Except he didn’t want a professional partner. If she wanted to partner in other ways, however…
“Heard and understood. I appreciate the honesty when we—”
“You ready for some more?”
“What?” He blinked.
“Honesty.” Cool purpose gleamed in her eyes and Sean got a mental picture of her heading up a boardroom instead of a police investigation.
That mental picture lasted about three seconds before being replaced by one of Donata naked and in his bed, his fingers exploring the soft terrain beneath the hummingbird tattoo.
“Su-sure.” He loosened his collar before he remembered he wasn’t wearing a tie. Damned if a Mets batting jersey could strangle a man, but somehow, his managed to do exactly that.
“Focus on this case is important to me and I’m having a hard time finding it with you and me working on it.”
Of all the things he might have expected her to say, this would have been the farthest from his mind. She couldn’t honestly be…flirting with him?
“Are you coming on to me?” He’d gotten rusty at interpreting signals from women in the years since his wife had left him, so chances were good he’d read Donata wrong. But since he’d never had enough finesse to muddle through blindly when asking a direct question could clear up everything in an instant, he figured he had nothing to lose by confronting her.
“Just the opposite.” She fidgeted with the long blue ribbon dangling from the bow where her sweater was tied closed. “I’m asking for your help in keeping our interaction as impersonal as possible given our…unusual history.”
The way she said it made him wonder how much of those hours they’d spent together she remembered. When she had refused to call a lawyer and he had been hell-bent on interrogating her anyway. There had been anger, resentment and undeniable sparks.
“No one at that precinct gives a crap about the past. Cops are only interested in your present and future and what you’re bringing to the table that will help catch crooks.”
“Perhaps I’m less concerned with what my colleagues think than what I think.” She released the ribbon and the satin fabric swung like a delicate pendulum for a moment before coming to rest on the snap of her jeans.
The sight of that sleek fabric pointing the way south on Donata’s voluptuous body would have distracted him under the best of circumstances, but now when he was trying to navigate his way through her cryptic words…his brain seemed to short-circuit.
“I’m not getting it.” The scent of her—darkly sexy and warmed by the heat of her skin—drugged any remaining sense right out of him. “You’re going to have to spell it out for me, Donata, because I’m not following you.”
“Then let me make it clear as crystal.” She swept aside the hem of her loose sweater to cock a hand on one denim-clad hip. “I’m not even sure I like you, Beringer, but there’s something undeniably sexual in the air when we’re in the same room and I want to avoid that at all costs.”

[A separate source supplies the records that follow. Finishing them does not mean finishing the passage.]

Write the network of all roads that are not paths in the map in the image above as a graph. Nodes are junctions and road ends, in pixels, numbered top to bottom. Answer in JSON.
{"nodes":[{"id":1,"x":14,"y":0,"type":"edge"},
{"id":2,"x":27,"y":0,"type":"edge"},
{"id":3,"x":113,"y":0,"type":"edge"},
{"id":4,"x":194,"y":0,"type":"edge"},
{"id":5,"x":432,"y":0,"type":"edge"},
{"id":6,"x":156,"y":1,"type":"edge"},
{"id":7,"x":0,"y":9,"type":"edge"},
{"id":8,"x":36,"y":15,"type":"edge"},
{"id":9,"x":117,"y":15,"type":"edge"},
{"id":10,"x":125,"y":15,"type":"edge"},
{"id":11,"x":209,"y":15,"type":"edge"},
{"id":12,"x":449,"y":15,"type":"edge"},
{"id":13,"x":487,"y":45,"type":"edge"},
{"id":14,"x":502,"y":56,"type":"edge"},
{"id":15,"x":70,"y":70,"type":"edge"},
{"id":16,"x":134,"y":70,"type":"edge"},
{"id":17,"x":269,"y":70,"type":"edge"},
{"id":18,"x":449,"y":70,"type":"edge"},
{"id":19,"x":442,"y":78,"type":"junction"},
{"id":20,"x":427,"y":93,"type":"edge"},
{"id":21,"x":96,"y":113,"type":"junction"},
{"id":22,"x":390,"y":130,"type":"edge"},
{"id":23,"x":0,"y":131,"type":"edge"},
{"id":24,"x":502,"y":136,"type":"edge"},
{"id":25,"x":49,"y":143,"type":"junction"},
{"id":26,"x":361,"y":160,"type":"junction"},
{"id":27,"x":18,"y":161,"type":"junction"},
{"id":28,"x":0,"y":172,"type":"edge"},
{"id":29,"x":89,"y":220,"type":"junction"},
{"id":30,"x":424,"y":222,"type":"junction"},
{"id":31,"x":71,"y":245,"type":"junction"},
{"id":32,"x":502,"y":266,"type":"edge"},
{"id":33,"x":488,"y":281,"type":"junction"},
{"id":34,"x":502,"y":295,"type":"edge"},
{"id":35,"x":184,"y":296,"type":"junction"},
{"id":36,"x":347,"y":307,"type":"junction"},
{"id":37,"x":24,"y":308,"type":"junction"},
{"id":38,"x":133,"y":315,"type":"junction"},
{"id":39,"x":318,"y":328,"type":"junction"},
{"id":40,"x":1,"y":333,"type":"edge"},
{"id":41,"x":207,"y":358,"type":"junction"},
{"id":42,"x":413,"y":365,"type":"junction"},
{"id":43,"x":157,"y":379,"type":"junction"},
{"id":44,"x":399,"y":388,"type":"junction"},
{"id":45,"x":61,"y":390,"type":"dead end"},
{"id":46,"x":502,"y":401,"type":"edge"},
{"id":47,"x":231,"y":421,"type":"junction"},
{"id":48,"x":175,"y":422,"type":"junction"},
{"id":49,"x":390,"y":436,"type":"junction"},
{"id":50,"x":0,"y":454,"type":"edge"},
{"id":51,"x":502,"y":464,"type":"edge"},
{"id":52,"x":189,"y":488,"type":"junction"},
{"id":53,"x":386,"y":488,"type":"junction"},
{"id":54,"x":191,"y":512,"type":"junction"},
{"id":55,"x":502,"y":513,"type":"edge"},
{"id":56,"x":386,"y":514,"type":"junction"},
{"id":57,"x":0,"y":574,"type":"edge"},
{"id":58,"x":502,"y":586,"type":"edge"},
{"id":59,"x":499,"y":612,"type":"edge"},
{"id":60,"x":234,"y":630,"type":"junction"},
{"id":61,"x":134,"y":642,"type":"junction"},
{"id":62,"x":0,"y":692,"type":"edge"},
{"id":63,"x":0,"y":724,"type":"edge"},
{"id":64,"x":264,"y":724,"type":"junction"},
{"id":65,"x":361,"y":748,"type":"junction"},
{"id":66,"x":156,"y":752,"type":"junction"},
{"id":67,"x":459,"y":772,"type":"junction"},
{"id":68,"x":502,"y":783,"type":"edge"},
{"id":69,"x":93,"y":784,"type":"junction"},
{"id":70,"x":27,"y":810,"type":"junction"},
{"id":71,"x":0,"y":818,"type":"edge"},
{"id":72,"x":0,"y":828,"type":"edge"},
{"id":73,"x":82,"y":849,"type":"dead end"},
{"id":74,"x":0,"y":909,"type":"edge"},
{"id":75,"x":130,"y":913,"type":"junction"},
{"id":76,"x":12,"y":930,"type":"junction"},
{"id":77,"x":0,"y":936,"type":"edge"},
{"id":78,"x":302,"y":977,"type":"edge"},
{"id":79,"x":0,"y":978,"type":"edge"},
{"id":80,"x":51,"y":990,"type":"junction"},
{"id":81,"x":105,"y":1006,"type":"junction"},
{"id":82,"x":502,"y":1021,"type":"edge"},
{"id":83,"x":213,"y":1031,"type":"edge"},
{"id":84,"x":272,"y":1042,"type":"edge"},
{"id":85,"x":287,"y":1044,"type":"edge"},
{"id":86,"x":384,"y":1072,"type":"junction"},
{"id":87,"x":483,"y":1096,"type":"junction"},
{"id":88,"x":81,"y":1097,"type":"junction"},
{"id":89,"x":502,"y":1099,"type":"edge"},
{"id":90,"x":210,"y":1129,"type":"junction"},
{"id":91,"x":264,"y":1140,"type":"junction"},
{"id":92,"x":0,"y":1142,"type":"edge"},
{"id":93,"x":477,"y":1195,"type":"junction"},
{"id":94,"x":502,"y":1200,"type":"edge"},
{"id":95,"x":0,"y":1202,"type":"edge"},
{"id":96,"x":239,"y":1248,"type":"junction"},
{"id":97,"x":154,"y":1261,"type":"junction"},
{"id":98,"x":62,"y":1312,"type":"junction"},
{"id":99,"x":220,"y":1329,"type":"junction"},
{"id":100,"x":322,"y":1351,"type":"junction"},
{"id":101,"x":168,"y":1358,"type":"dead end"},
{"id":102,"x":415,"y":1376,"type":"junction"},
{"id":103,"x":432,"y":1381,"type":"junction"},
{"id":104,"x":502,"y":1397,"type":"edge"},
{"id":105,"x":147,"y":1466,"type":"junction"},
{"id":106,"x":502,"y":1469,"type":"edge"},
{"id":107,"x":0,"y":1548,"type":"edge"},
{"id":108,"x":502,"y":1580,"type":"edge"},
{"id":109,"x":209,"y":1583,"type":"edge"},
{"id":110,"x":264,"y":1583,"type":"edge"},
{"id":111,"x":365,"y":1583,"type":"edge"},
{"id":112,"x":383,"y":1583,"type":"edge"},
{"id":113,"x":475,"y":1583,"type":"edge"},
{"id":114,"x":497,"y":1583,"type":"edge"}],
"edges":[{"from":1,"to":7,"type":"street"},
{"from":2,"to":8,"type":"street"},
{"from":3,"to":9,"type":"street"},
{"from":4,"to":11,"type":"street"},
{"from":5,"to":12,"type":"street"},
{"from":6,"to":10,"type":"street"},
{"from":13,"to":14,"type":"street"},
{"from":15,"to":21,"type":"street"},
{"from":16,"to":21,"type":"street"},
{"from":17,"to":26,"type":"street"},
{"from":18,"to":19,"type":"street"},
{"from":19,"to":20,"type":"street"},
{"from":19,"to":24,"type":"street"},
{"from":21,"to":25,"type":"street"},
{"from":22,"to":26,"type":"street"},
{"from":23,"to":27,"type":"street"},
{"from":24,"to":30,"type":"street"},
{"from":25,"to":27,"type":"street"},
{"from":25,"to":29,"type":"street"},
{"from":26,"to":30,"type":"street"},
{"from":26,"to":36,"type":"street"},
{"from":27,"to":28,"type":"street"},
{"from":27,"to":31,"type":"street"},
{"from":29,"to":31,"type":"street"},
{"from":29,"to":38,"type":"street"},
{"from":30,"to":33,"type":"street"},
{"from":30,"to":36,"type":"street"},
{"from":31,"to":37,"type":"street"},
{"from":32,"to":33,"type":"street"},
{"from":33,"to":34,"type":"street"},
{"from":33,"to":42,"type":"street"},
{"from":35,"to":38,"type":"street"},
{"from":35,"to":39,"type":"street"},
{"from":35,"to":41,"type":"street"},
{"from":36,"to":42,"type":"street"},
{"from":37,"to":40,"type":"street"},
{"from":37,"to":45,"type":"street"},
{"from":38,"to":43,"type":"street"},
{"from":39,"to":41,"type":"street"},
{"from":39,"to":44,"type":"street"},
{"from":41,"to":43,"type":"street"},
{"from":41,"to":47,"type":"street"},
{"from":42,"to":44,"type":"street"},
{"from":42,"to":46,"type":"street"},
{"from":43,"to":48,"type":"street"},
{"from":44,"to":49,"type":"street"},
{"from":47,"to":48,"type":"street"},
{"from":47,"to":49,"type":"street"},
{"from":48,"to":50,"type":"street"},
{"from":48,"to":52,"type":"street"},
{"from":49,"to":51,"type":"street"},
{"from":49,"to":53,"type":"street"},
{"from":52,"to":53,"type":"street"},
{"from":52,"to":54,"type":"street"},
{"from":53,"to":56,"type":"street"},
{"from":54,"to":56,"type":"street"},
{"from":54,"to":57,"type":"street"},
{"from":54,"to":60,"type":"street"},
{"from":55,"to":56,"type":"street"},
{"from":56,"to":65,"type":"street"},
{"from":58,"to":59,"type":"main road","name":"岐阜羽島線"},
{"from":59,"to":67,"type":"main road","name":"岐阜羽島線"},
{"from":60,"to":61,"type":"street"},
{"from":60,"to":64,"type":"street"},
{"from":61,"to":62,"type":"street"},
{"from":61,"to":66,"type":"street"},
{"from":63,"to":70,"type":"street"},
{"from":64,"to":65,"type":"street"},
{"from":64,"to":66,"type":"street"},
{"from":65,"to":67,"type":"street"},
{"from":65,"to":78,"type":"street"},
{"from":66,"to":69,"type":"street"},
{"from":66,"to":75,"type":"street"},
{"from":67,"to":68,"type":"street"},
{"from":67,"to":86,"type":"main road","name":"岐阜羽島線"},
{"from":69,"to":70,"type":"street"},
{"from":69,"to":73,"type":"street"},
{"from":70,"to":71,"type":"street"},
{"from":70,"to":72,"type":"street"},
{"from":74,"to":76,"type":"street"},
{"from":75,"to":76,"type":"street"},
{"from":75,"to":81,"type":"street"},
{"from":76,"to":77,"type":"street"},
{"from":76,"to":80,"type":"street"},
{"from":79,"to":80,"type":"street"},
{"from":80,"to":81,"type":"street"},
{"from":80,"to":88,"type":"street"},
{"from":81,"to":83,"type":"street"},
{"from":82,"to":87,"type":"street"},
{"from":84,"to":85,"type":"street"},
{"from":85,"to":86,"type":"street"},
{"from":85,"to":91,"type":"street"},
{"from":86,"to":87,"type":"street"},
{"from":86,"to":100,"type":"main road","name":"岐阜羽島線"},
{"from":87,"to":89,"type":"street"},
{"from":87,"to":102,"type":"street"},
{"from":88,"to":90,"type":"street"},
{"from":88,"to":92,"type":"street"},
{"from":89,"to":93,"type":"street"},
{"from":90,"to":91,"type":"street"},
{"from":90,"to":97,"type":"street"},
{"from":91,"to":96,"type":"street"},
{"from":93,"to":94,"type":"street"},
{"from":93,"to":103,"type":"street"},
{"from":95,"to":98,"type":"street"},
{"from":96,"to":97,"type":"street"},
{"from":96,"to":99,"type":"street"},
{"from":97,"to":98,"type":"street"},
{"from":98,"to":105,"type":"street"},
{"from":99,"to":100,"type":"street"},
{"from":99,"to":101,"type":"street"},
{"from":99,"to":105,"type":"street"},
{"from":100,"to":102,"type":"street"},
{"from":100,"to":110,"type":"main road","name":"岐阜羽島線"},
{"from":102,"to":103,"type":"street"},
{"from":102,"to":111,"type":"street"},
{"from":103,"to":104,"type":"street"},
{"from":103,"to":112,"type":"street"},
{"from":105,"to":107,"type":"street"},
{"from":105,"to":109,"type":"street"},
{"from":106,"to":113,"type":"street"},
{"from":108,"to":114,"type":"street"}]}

Okay, this he could understand. Something sexual? Yes ma’am. This was finally making sense.
“You don’t mean sexual in the negative sense, right?” He just needed to get this one last point straight because no way, no how, would any woman accuse him of something like harassment again.
Thinking hot thoughts wasn’t a crime. Just so long as he didn’t act on anything without two thumbs up from the woman in question.
“No. I mean sexual in the distracting sense and I’ll tell you right now I’m not going down that path with any man who knew me back in my questionable youth.”
Her eyes were so cool and remote that he couldn’t reconcile her overtly sexy exterior with the uptight words.
“I met you four short years ago. Hardly during your childhood.” Reason clamored through the haze of lust in his brain, urging caution.